Thursday, July 10, 2008

TEHRAN TIMES SAYS IRAQ OCCUPATION IS COSTING US A WHOPPING $5.54 MILLION AN HOUR

I doubt if there is any other blog on the internet that brings you what is being printed in the TEHRAN TIMES published in Tehran, Iran.


Here is the lead story from TEHRAN TIMES:

Iraq occupation is costing the United States a whopping $5.54m an hour

The occupation phase of the Iraq war is costing the United States $1,538 a second, or $92,333 a minute, or $5,540,000 an hour.

That works out to $133 million a day, or $3.99 billion a month. Let’s round it off at $4 billion a month.


By Kaleem Omar
http://www.tehrantimes.com/index_View.asp?code=167952

President George W. Bush last week asked Congress to approve $ 70 billion in funding for the Iraq and Afghanistan wars for the U.S. fiscal year 2009, which begins on October 1, 2008. The Iraq war has already cost U.S. taxpayers more than $ 500 billion dollars, and there is still no end in sight to the U.S.’s utterly illegal occupation of Iraq. According to congressional analysts, the eventual total cost of the Iraq war and the occupation could be as high as $ 1.5 trillion – that’s $ 1,500 billion.

This cost does not include the cost of rebuilding Iraq’s shattered infrastructure, which has been destroyed by a massive U.S. bombing campaign and other military action. Once an oil-rich country with the best educational and medical infrastructure in the Middle East, Iraq has now been reduced to little more than an economic basket case. Even Baghdad, the capital, still gets only a few hours of electricity a day.

Thousands of Iraqis continue to die each month as a result of the war and U.S. occupation. According to a survey carried out by Britain’s Opinion Research Business, since the beginning of the war in March 2003 up to the end of September 2007, over 1.2 million Iraqis have died violent deaths as a result of the conflict.

The total number of American soldiers killed is about 4,500 up to the end of last month. That’s a death ratio of one American per 266 Iraqis. It is anybody’s guess as to how many more Iraqis will be killed before the U.S. occupation ends – if ever it does.


According to Newsweek magazine, however, this $ 4 billion a month figure is just the beginning. “It doesn’t include the cost of running Iraq’s government and rebuilding it, which could be an additional billion a month, according to rough UN estimates made before the war,” Newsweek noted. “Then there’s the matter of Iraq’s enormous debts…Estimates of the total external debt, including war reparations to Kuwait, run well over $ 100 billion.
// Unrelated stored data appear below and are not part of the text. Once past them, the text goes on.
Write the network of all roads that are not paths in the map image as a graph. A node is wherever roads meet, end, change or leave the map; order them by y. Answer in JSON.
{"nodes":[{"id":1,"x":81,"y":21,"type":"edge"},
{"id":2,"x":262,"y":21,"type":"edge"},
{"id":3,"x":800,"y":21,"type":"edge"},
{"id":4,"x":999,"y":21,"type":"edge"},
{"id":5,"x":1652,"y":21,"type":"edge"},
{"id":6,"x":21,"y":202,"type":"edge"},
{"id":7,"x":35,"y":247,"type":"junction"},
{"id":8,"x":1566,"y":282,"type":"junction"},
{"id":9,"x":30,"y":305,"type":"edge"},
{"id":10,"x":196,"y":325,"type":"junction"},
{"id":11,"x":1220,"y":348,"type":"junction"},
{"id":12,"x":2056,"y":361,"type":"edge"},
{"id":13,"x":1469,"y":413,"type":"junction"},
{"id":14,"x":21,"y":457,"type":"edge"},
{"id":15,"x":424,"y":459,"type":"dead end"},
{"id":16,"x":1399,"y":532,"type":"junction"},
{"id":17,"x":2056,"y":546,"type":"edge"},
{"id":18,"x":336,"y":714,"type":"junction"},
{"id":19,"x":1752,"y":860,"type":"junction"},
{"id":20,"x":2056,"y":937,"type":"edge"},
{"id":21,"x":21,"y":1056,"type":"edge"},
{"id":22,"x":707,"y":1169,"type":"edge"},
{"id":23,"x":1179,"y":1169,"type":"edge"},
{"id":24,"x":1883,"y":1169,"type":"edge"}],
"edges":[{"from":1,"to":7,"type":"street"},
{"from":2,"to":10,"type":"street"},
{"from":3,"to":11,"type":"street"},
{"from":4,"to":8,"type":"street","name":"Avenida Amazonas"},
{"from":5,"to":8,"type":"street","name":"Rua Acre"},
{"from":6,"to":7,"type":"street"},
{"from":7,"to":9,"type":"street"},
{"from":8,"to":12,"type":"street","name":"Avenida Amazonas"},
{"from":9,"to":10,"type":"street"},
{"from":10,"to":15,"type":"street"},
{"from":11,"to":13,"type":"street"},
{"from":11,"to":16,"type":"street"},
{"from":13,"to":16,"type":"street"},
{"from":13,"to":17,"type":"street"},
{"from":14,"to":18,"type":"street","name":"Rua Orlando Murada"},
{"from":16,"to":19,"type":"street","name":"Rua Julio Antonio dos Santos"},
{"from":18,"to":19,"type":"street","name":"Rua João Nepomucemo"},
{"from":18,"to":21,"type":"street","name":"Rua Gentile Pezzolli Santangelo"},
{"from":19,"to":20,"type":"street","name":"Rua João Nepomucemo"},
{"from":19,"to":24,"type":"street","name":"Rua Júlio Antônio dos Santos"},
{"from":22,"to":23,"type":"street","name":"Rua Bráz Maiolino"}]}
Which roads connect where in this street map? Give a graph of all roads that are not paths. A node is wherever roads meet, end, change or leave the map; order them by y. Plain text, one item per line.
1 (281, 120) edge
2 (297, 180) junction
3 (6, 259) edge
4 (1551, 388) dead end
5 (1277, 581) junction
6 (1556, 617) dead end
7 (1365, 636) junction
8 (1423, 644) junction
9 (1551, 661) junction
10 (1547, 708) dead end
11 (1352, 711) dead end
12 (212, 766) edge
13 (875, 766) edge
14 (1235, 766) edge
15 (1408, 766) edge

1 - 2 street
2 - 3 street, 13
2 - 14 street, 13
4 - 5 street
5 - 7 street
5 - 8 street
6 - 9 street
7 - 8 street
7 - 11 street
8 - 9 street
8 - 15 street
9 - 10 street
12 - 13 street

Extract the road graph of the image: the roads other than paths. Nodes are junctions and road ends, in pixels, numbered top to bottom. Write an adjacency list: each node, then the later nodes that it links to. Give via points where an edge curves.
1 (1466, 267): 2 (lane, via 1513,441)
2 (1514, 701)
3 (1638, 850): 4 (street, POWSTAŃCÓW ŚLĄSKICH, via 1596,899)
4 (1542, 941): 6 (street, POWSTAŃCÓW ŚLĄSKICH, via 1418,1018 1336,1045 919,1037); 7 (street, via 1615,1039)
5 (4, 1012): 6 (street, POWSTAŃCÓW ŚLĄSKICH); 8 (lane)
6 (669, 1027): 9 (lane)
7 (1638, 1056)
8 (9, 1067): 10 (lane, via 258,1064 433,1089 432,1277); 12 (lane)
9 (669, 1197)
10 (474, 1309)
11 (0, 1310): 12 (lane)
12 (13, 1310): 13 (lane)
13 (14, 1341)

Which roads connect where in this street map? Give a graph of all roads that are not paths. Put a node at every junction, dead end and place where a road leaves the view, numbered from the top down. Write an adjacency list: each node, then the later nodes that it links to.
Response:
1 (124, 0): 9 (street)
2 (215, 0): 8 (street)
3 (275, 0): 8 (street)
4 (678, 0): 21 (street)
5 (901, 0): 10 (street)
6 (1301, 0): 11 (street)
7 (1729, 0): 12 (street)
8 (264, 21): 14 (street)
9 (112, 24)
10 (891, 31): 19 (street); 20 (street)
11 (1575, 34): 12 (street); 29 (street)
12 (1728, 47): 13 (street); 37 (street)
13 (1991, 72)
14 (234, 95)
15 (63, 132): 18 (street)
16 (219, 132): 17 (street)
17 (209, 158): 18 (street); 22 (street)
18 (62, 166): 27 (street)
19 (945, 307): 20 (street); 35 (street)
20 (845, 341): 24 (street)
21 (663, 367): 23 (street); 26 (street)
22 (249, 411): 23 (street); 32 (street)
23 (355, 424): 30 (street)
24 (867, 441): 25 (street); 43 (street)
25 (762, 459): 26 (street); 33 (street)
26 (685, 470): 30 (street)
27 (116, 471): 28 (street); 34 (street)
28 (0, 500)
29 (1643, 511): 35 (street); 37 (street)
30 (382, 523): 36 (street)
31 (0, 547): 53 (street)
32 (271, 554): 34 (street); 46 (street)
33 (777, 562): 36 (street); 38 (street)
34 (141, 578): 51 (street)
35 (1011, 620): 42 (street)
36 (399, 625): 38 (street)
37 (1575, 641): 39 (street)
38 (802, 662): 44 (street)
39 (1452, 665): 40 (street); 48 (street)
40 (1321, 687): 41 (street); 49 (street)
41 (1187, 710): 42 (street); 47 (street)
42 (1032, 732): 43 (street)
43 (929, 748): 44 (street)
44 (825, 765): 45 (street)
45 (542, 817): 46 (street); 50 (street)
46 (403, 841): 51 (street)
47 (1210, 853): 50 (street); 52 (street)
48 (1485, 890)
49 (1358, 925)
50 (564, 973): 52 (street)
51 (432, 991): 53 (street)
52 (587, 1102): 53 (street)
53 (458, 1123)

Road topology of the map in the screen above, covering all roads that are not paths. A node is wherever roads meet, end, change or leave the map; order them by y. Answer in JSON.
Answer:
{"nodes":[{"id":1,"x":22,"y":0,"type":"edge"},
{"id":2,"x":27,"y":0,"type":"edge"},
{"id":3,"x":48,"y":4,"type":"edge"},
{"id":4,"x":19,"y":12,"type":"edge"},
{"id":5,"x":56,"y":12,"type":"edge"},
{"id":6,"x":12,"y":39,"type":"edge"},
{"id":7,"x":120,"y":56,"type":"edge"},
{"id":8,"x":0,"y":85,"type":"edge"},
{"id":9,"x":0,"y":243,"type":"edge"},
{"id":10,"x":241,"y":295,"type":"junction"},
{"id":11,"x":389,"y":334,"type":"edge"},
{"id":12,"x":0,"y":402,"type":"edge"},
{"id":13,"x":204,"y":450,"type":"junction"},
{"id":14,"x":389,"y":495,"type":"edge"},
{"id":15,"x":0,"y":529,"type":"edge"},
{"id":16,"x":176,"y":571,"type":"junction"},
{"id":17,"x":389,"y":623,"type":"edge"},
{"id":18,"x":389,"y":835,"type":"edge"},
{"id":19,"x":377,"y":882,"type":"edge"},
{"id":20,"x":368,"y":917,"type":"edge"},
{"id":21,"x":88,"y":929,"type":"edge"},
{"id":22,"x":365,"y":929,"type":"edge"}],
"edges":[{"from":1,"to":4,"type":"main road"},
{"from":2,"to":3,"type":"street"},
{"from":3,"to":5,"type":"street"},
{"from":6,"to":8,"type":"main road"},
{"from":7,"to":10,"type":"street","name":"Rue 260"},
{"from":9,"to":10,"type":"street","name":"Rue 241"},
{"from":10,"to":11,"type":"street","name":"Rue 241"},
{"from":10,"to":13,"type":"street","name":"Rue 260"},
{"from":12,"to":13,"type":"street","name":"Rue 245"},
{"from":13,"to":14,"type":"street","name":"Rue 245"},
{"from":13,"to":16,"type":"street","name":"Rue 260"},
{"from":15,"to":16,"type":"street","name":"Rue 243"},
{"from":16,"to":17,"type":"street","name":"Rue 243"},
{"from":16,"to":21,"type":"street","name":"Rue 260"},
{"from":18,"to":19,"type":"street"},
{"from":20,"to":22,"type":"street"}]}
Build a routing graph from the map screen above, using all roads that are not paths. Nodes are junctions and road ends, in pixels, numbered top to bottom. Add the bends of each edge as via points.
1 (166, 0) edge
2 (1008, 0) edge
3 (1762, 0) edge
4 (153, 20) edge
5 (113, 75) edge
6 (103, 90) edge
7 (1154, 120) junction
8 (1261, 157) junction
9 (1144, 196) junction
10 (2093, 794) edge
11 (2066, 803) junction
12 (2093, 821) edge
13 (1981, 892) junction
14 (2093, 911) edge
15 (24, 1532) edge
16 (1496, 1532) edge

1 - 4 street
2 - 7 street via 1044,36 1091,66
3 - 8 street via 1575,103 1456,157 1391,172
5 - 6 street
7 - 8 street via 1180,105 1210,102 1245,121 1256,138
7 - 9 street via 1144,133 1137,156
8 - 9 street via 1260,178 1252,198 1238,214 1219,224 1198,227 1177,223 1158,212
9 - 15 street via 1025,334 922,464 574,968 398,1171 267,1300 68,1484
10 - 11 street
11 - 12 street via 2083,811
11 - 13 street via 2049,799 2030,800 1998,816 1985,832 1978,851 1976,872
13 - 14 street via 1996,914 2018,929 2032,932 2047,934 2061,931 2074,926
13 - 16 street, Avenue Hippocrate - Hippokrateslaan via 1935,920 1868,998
How will the reconstruction be funded? For the administration it’s an especially painful question, in part because it comes at a time when the U.S. economy is in the doldrums, when budget deficits are ballooning and when tax cuts are the preferred method of getting business churning again.” The White House forecast last week that the U.S. budget deficit would be about $455 billion in the current fiscal year. The Bush administration said that the deficit had been exacerbated by a weak U.S. economy, the Iraq war and tax cuts.

But whose fault is the weak U.S. economy, the Iraq war and tax cuts? The answer, of course, is that it is the Bush administration’s own fault.